The PECSS App was envisioned to use all the sensors available in a regular smartphone to extract crucial insights about the patient while they work on their in-vivo or imaginal exposure exercises. One of the fundamental input streams that we wanted the app to incorporate was audio, and that is exactly what I contributed in this work thread. I developed the “Digiscape Audio Module” for Android, that extracts important audio features from the patient’s smartphone in a completely non-intrusive, offline fashion.
Code Repository: https://github.com/DiptarkBose/DigiScape
On this page, I explain how I developed the audio module for Android.
While at school, we have been shown pictures of perfect sinusoidal waves whenever the topic of sound was discussed. But that's hardly the case. Actual audio waves that are present in our surroundings are a composition of multiple frequencies. Imagine you are sitting in a park. Children laughing would produce high-frequency waves, whereas a lawnmower would produce sound waves of lower frequencies. Birds chirping around you could be towards the higher frequencies, whereas the sound of a football being kicked would be a low frequency 'thud'.
Thus, ambient audio is vastly complex and consists of a combination of multiple sinusoids. In reality, a sound wave around you would seem something like this:
In an Android environment, the mic captures and stores the sound wave using an array of numerical values. The AudioRecord class and its methods help us achieve that. So essentially, audio in our context, is just an array of numerical values.
// Polls the AudioRecord object and stores audio discrete values in buffer
int nread = recorder.read(buffer, 0, buffer.length);
Something like [126, -57, 73, 56, 73, 452 ...........]
That's it! That's all the sound information we have with us to proceed with!

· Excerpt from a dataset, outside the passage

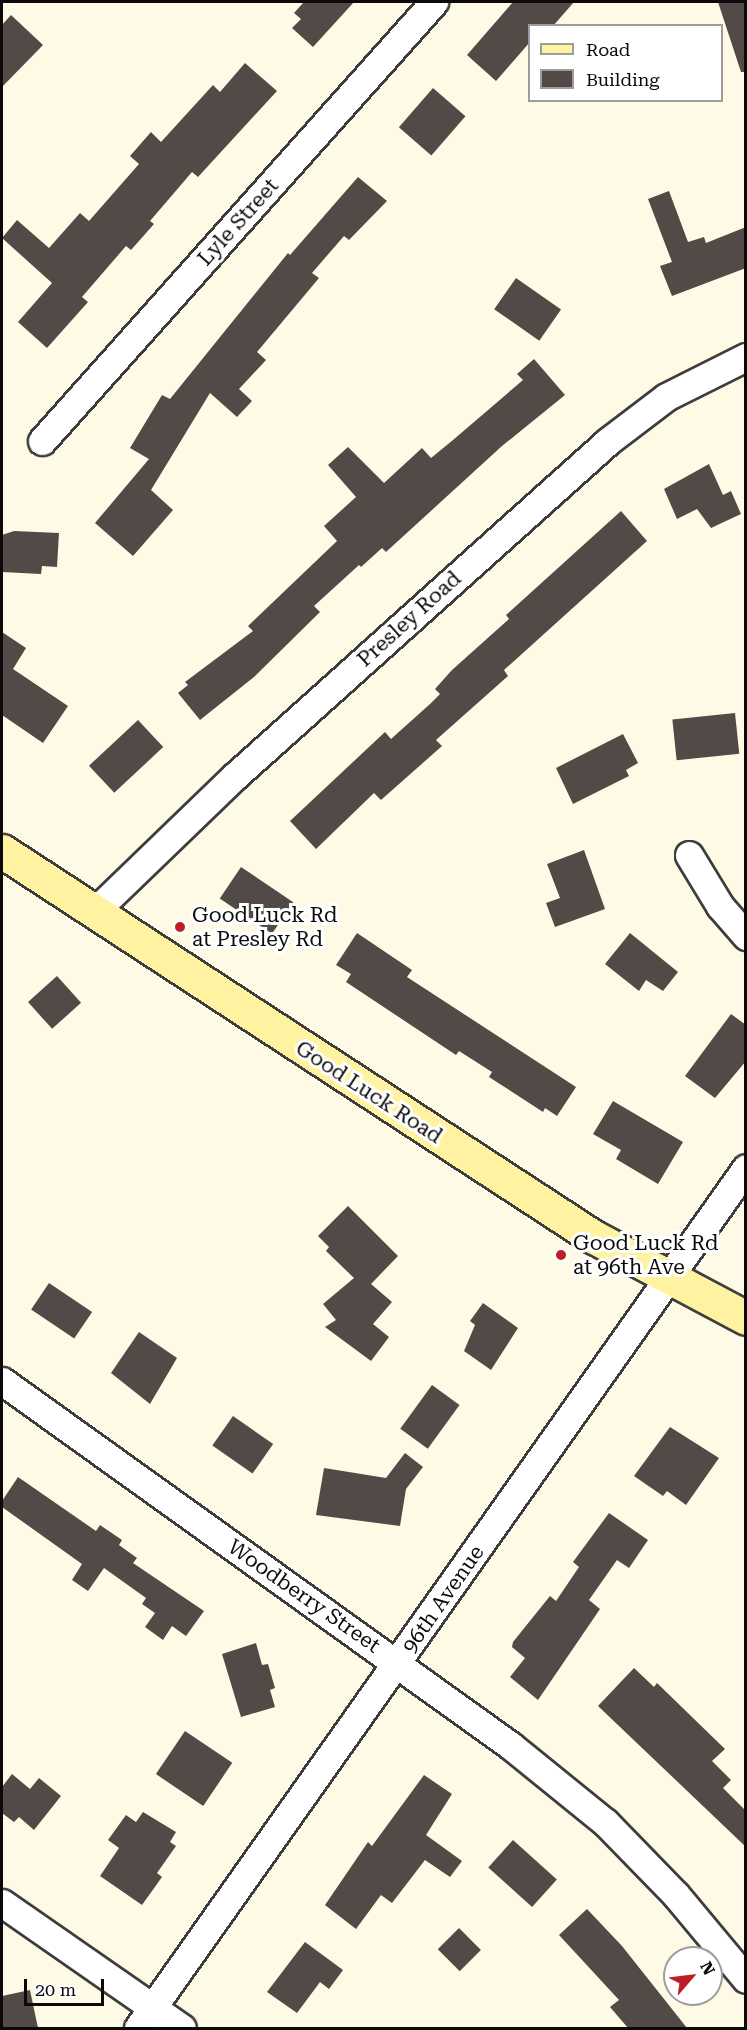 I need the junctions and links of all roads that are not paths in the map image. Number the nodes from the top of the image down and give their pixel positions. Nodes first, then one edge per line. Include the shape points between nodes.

The first glance at the array of numbers would probably give no indication about anything in our surroundings. But we need these numbers to paint the picture of the surroundings. Is there a engine idling near the mic? Is the television switched on? Is someone speaking something?
The main challenge of developing the Digiscape audio module is to understand how this array of numerical values can assist us in painting a picture of the smartphone's environment.
There are tons of sound detection projects already implemented in python, which simply take in a .wav file, and churn out the most probable category that the sound belongs to. So why aren't we using something of this sort? Since Digiscape's audio is highly sensitive, all computations, classifications, and processing need to be done on the device itself, totally offline. No network/API calls are allowed. Hence, sending the audio file to an external server where the python script can do its magic is not really an option for us.